The Buddha Hand. Celebration of Guan Yin’s Birthday, Bai Que Temple, Peach Blossom Island, China 2011
For The World of Gimel, Antje Majewski tried to find out more about seven objects she had in her possession. One of them was the a small blackened sculpture made from a horn, which she had bought on a flea market in Beijing in 2005. Not knowing what it represented, she decided to go back to China to find out. Her assistant Xu Shuxian told her it was a Buddha Hand, a citrus fruit that grows in South China. It is decorative and smells nice. The name comes from an old Chinese story, as told by Xu Shuxian:
“Once there was a princess called Miao Shan. She was the third daughter of Miao Zhuang, the King of China in the 7th century. She insisted on practicing Buddhism to enter religion. Her father was very sad and finally, he fell ill. No doctor could cure him. Miao Shan was very upset after finding this out, and she prayed for him every day. She had the same dream in three nights: two fairies were trying to chop her arm off. She was scared and went back to see her father. She found out that her mother had the same dream too. So she donated her arm to the doctor, in hopes of curing her father, and got back to the temple.
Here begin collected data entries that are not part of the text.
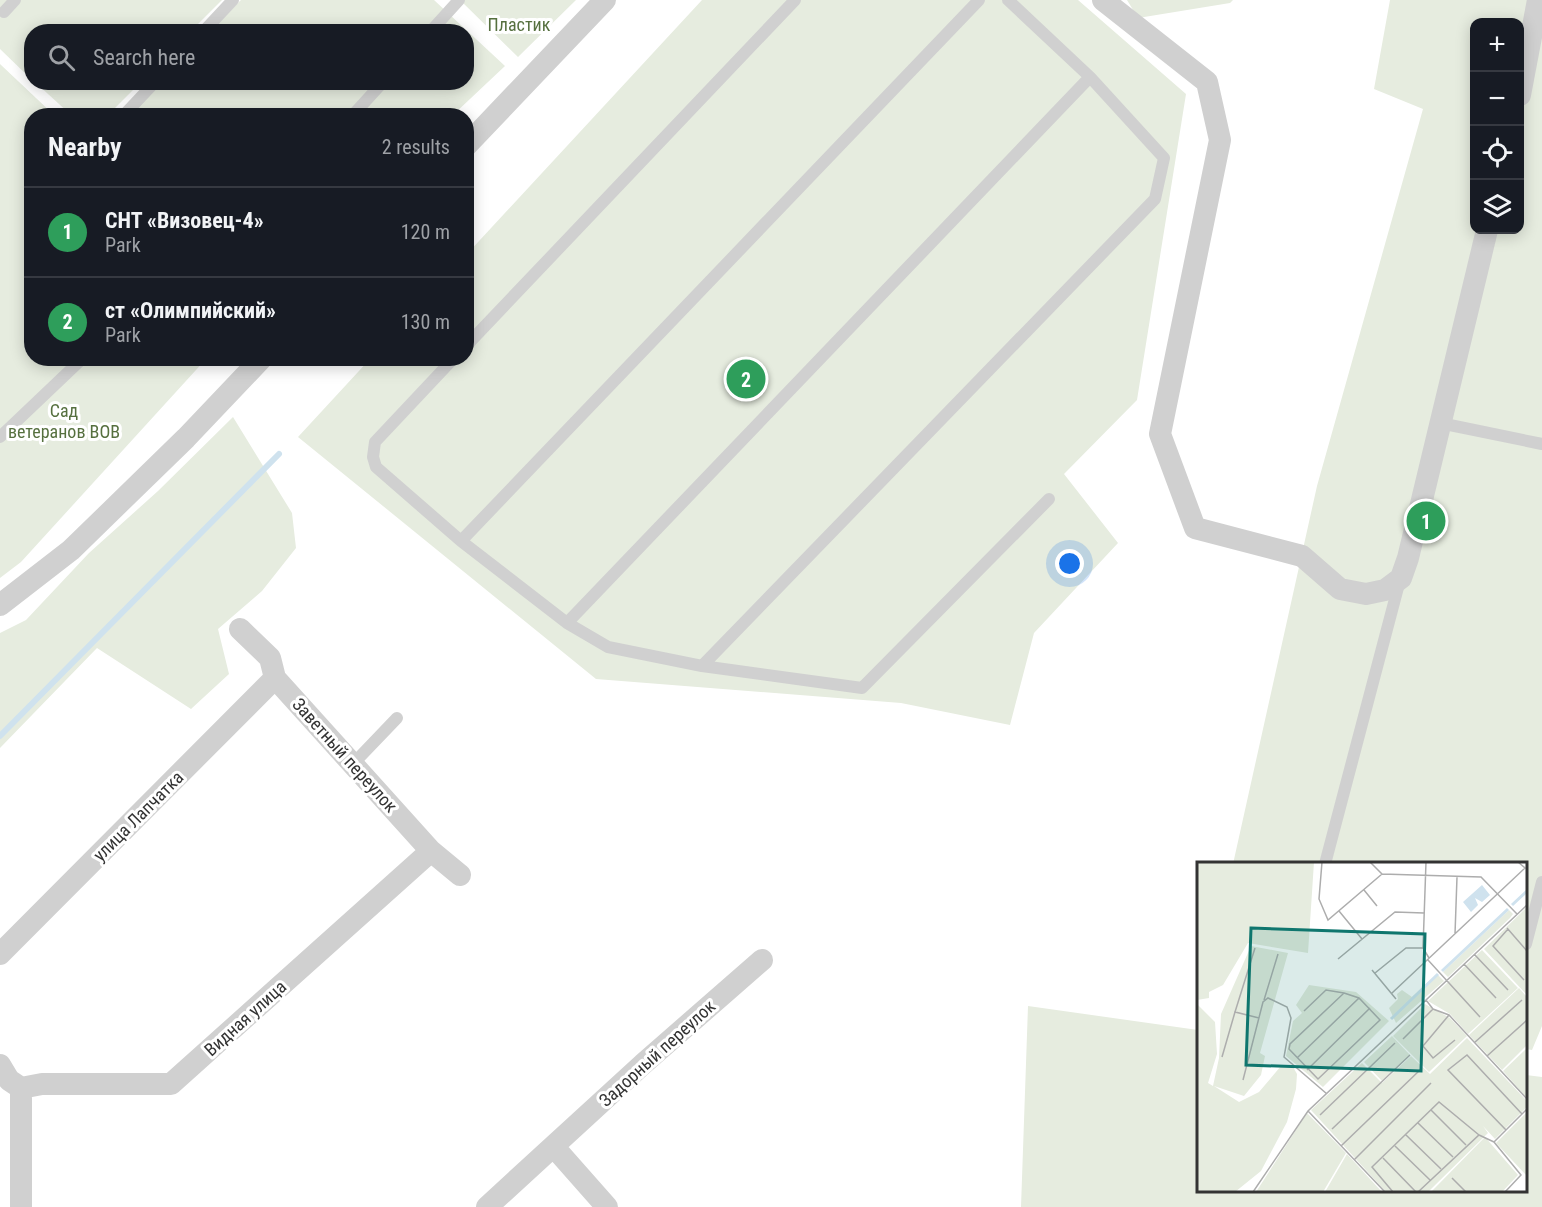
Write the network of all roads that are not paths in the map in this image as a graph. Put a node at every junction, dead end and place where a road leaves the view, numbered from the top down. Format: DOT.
graph roads {
  1 [pos="15,0"];
  2 [pos="233,0"];
  3 [pos="459,0"];
  4 [pos="605,0"];
  5 [pos="795,0"];
  6 [pos="979,0"];
  7 [pos="1008,0"];
  8 [pos="1103,0"];
  9 [pos="1538,0"];
  10 [pos="4,12"];
  11 [pos="210,24"];
  12 [pos="437,24"];
  13 [pos="1524,73"];
  14 [pos="1090,77"];
  15 [pos="147,90"];
  16 [pos="375,90"];
  17 [pos="131,108"];
  18 [pos="359,108"];
  19 [pos="474,138"];
  20 [pos="1486,234"];
  21 [pos="474,338"];
  22 [pos="75,366"];
  23 [pos="254,366"];
  24 [pos="446,366"];
  25 [pos="1440,423"];
  26 [pos="0,437"];
  27 [pos="1542,444"];
  28 [pos="1048,499"];
  29 [pos="462,542"];
  30 [pos="1401,578"];
  31 [pos="0,605"];
  32 [pos="567,623"];
  33 [pos="240,628"];
  34 [pos="702,666"];
  35 [pos="275,678"];
  36 [pos="397,718"];
  37 [pos="353,765"];
  38 [pos="431,851"];
  39 [pos="1326,862"];
  40 [pos="460,875"];
  41 [pos="1542,882"];
  42 [pos="1527,940"];
  43 [pos="0,954"];
  44 [pos="762,960"];
  45 [pos="0,1065"];
  46 [pos="21,1088"];
  47 [pos="554,1147"];
  48 [pos="21,1207"];
  49 [pos="487,1207"];
  50 [pos="608,1207"];
  1 -- 10 [label="lane"];
  2 -- 11 [label="lane"];
  3 -- 12 [label="lane"];
  4 -- 19 [label="street"];
  5 -- 21 [label="lane"];
  6 -- 29 [label="lane"];
  7 -- 14 [label="lane"];
  8 -- 30 [label="street"];
  9 -- 13 [label="street"];
  14 -- 32 [label="lane"];
  14 -- 34 [label="lane"];
  15 -- 17 [label="lane"];
  16 -- 18 [label="lane"];
  20 -- 25 [label="street"];
  22 -- 26 [label="lane"];
  23 -- 31 [label="street"];
  24 -- 29 [label="lane"];
  25 -- 27 [label="lane"];
  25 -- 30 [label="street"];
  28 -- 34 [label="lane"];
  29 -- 32 [label="lane"];
  30 -- 39 [label="lane"];
  32 -- 34 [label="lane"];
  33 -- 35 [label="street, Заветный переулок"];
  35 -- 37 [label="street, Заветный переулок"];
  35 -- 43 [label="street, улица Лапчатка"];
  36 -- 37 [label="lane"];
  37 -- 38 [label="street, Заветный переулок"];
  38 -- 40 [label="street, Заветный переулок"];
  38 -- 46 [label="street, Видная улица"];
  41 -- 42 [label="lane"];
  44 -- 47 [label="street, Задорный переулок"];
  45 -- 46 [label="street"];
  46 -- 48 [label="street"];
  47 -- 49 [label="street, Задорный переулок"];
  47 -- 50 [label="street"];
}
After eating his daughter’s arm in soup, her father was cured. He realized that his daughter was such a loyal girl. He prayed for her everyday, and also ordered everyone in his country to pray. The rest of the arm soup was brought outside the city and poured to the ground. And out of this grew the tree of the Buddha-Hand-Citron. The golden, fragrant fruits look as if they had fingers. Later, Miao Shan grew 100 more arms and became the Thousand-Handed Guan Yin.”
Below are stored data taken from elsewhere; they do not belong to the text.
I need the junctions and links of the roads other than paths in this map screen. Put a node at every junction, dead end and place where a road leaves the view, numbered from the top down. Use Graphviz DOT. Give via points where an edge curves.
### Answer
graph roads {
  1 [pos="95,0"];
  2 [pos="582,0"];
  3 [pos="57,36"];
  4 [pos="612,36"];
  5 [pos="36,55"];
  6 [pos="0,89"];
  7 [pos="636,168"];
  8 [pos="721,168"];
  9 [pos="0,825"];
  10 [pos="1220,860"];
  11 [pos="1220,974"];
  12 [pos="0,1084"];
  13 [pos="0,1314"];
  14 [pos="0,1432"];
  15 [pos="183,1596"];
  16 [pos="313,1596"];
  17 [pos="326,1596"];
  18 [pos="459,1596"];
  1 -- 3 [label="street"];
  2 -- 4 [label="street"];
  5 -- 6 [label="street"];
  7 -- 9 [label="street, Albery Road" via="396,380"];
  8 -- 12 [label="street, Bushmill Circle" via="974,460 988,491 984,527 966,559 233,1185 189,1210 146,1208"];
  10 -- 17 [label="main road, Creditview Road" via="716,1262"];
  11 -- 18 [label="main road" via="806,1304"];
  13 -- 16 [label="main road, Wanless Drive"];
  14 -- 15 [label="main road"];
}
Xu Shuxian and Antje Majewski visited Guan Yin‘s temple on Peach Blossom Island for the annual procession in honor of her birthday. They witnessed lay nuns making colorful presents out of paper, chanting and praying for several days. Finally, the paper gifts and big paper ships are brought in a procession to the sea, where they are burnt on the sand. The priests offer food and drink to Guan Yin, who appears to be also a sea goddess, merging with older Taoist goddesses.
The procession could symbolize the Buddhist notion of impermanence and the illusory world. But the priests also set up a small table, from which they sacrificed rice and rice wine to the sea by quickly tipping it into the sand – and the temple’s little, female Guan Yin, who concealed herself behind a towering male figure, was turned into a Mami Wata-like sea deity with a fish. Together with the lay female Buddhists, Antje and Shuxian sat at her feet and folded a lotus flower made of paper, which they then sacrificed to the sea.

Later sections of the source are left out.